May 20, 2009

Fantastically snarky things not written by me

Because of the diverse sources of the wine [Two-Buck Chuck], absolute consistency is impossible. "It's a moving target," Karen MacNeil, a prominent Napa-based wine writer and educator, told me. Charles Shaw cabernet, which she had tried on a couple of occasions, left her unimpressed. "I thought, What's the fuss? It's merely a cheap wine," she said. "I don't understand how people put this in their mouths."
—Dana Goodyear, The New Yorker

Tonight, Tyra Banks will shrug her shoulders from her perch at the edge of the abyss, and halfway around the world, a young child in Madagascar will be overcome with a bout of heaving, uncontrollable sobs, the force of which will be so great that he will fall to his knees, tears leaking down his face, until the great wave of sadness finally, mercifully passes (at around 9 p.m. EST).
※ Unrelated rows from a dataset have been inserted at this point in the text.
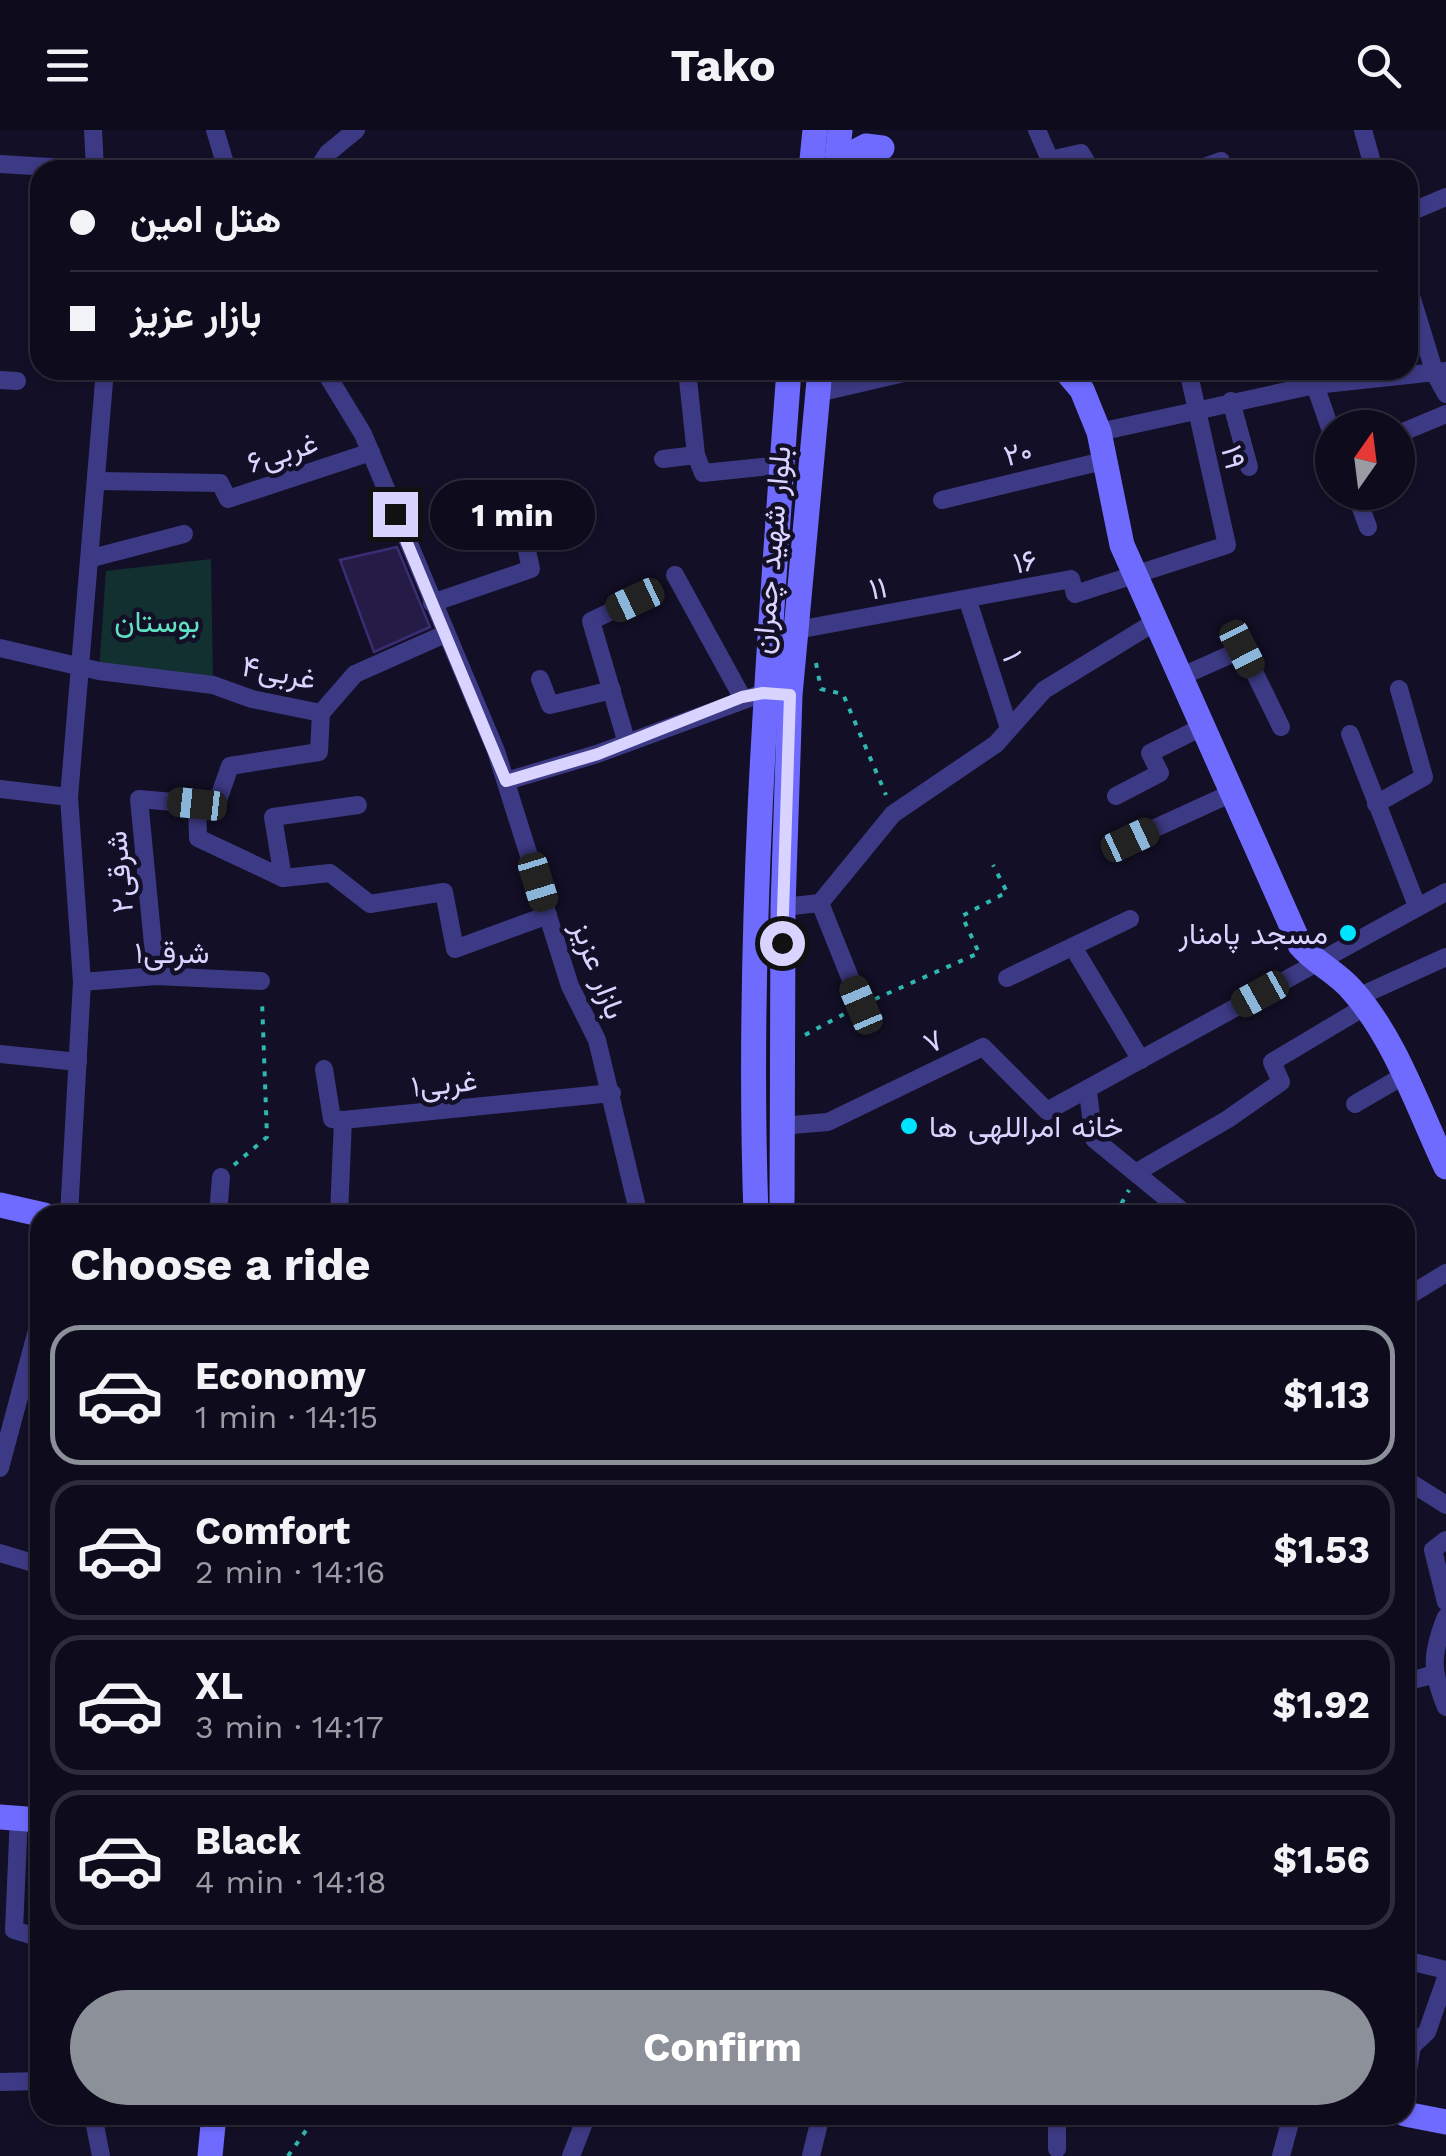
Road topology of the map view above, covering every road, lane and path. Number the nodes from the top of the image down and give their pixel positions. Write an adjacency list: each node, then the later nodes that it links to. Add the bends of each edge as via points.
1 (92, 130): 9 (street)
2 (215, 130): 10 (street)
3 (356, 130): 11 (street)
4 (815, 130): 12 (main road)
5 (840, 130): 13 (main road)
6 (1037, 130): 16 (street)
7 (1363, 130): 19 (street)
8 (877, 139): 14 (main road); 15 (main road)
9 (96, 160)
10 (224, 160)
11 (323, 160)
12 (811, 160)
13 (838, 160)
14 (846, 160)
15 (891, 160)
16 (1050, 160)
17 (1050, 160): 18 (street, via 1081,153)
18 (1085, 160)
19 (1371, 160)
20 (0, 164): 21 (street)
21 (30, 166)
22 (1446, 197): 23 (street)
23 (1418, 208)
24 (1418, 313): 25 (street)
25 (1440, 372): 35 (street)
26 (104, 380): 48 (street)
27 (330, 380): 42 (street, بازار عزیز)
28 (688, 380): 43 (street)
29 (787, 380): 46 (main road, بلوار شهید چمران)
30 (1074, 380): 41 (main road)
31 (1190, 380): 37 (street, ۱۹)
32 (1363, 380): 34 (street)
33 (819, 382): 61 (main road, بلوار شهید چمران)
34 (1315, 385): 36 (street); 38 (street)
35 (1446, 394)
36 (1231, 401): 37 (street); 47 (street)
37 (1194, 410): 41 (street); 56 (street, ۱۹, via 1227,544)
38 (1324, 410)
39 (1446, 414): 40 (street)
40 (1415, 427)
41 (1099, 432): 45 (main road)
42 (370, 452): 48 (street, غربی۶, via 228,499 220,483); 59 (street, بازار عزیز)
43 (696, 455): 44 (street); 46 (street, via 703,474)
44 (664, 460)
45 (1107, 460): 50 (street, ۲۰); 56 (main road, via 1122,546)
46 (782, 464): 70 (main road, بلوار شهید چمران)
47 (1249, 467)
48 (99, 481): 54 (street)
49 (516, 500): 59 (street, via 530,569)
50 (942, 500)
51 (1362, 510): 52 (street)
52 (1368, 527)
53 (184, 534): 54 (street)
54 (92, 558): 65 (street)
55 (674, 575): 70 (street)
56 (1139, 576): 58 (street, ۱۶, via 1075,594 1071,579); 60 (main road)
57 (635, 600): 69 (street, via 592,621)
58 (968, 600): 61 (street, ۱۱); 75 (street, ۱)
59 (432, 603): 62 (street, بازار عزیز)
60 (1156, 622): 66 (main road); 75 (street, via 1044,690)
61 (796, 630): 71 (main road, بلوار شهید چمران)
62 (444, 634): 72 (street, غربی۴, via 356,674); 78 (street, بازار عزیز)
63 (0, 648): 65 (street, غربی۴)
64 (816, 659): 86 (path, via 820,690 844,694)
65 (80, 667): 72 (street, غربی۴, via 213,686); 82 (street)
66 (1180, 677): 73 (main road); 74 (street, via 1242,649)
67 (540, 680): 69 (street, via 550,706)
68 (1399, 689): 84 (street, via 1424,777)
69 (612, 690): 77 (street)
70 (752, 695): 71 (main road); 77 (street); 124 (main road, بلوار شهید چمران)
71 (790, 695): 93 (main road, بلوار شهید چمران)
72 (320, 713): 83 (street, via 318,752 230,766 218,800)
73 (1202, 726): 80 (main road); 81 (street, via 1150,753 1160,773)
74 (1281, 727)
75 (1009, 728): 86 (street, via 940,786)
76 (1350, 734): 84 (street)
77 (626, 740): 78 (street)
78 (506, 781): 94 (street, بازار عزیز)
79 (0, 789): 82 (street)
80 (1232, 793): 87 (street); 98 (main road, via 1300,945)
81 (1116, 796)
82 (69, 797): 102 (street)
83 (197, 804): 89 (street, via 198,838); 99 (street, شرقی۲, via 140,799)
84 (1376, 804): 92 (street)
85 (358, 805): 89 (street, via 274,818)
86 (893, 814): 91 (street)
87 (1130, 840)
88 (993, 864): 104 (path, via 1007,892 962,916 978,953)
89 (283, 878): 94 (street, via 330,873 370,904 444,892 455,949)
90 (1446, 892): 92 (street)
91 (820, 903): 93 (street); 104 (street)
92 (1417, 906): 98 (street)
93 (783, 907): 115 (main road, بلوار شهید چمران)
94 (548, 916): 112 (street, بازار عزیز)
95 (1130, 918): 96 (street)
96 (1073, 947): 100 (street); 107 (street)
97 (1446, 956): 103 (street)
98 (1315, 963): 103 (main road); 107 (street)
99 (156, 976): 101 (street, شرقی۱); 102 (street, شرقی۱)
100 (1007, 978)
101 (262, 980): 118 (path, via 267,1136)
102 (82, 982): 108 (street)
103 (1362, 1002): 110 (main road); 117 (street, via 1272,1062 1281,1082)
104 (861, 1005): 105 (path, via 805,1033)
105 (805, 1051)
106 (0, 1054): 108 (street)
107 (1141, 1060): 111 (street)
108 (78, 1062): 120 (street)
109 (324, 1069): 114 (street, via 332,1119)
110 (1402, 1076): 113 (street); 116 (main road)
111 (1088, 1092): 115 (street, ۷, via 1047,1111 983,1047 828,1122); 117 (street, via 1094,1139)
112 (612, 1094): 114 (street, غربی۱); 123 (street, بازار عزیز)
113 (1355, 1104)
114 (343, 1120): 122 (street)
115 (780, 1126): 125 (main road, بلوار شهید چمران)
116 (1446, 1166)
117 (1137, 1172): 126 (path); 127 (street)
118 (221, 1176): 121 (street)
119 (0, 1205): 128 (main road)
120 (70, 1205)
121 (219, 1205)
122 (339, 1205)
123 (637, 1205)
124 (756, 1205)
125 (782, 1205)
126 (1121, 1205)
127 (1175, 1205)
128 (30, 1212)
129 (1446, 1273): 130 (street)
130 (1415, 1292)
131 (30, 1354): 132 (street)
132 (1, 1456)
133 (1415, 1486): 134 (street)
134 (1446, 1506)
135 (1446, 1540): 138 (street, via 1433,1550)
136 (0, 1554): 137 (street)
137 (30, 1562)
138 (1446, 1602)
139 (1446, 1617): 140 (street, via 1432,1652)
140 (1432, 1675): 141 (street); 142 (street)
141 (1415, 1679)
142 (1446, 1708)
143 (20, 1817): 144 (street, via 14,1930)
144 (30, 1935)
145 (1415, 1962): 146 (street)
146 (1446, 1970)
147 (1446, 1978): 148 (street, via 1427,2032)
148 (1415, 2043)
149 (30, 2081): 150 (street)
150 (0, 2082)
151 (1415, 2116): 152 (main road)
152 (1446, 2122)
153 (95, 2125): 161 (street)
154 (213, 2125): 162 (main road)
155 (310, 2125): 163 (path)
156 (583, 2125): 164 (street)
157 (819, 2125): 165 (street)
158 (1057, 2125): 160 (street)
159 (1289, 2125): 166 (street)
160 (1057, 2149)
161 (101, 2156)
162 (210, 2156)
163 (288, 2156)
164 (571, 2156)
165 (812, 2156)
166 (1280, 2156)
Yes, it's that time again—time for Tyra to nod her impossibly teased hair in the direction of one shivering, frightened Popsicle-stick person and say, "You'll do."
—Amelie Gillette, The Hater

You might argue that I'm nuts for thinking Two-Buck Chuck and TV* are both gross, but at least I'm in pithy company.


* Except family/school dramas made in the mid-'90s. Completely awesome and available on Netflix.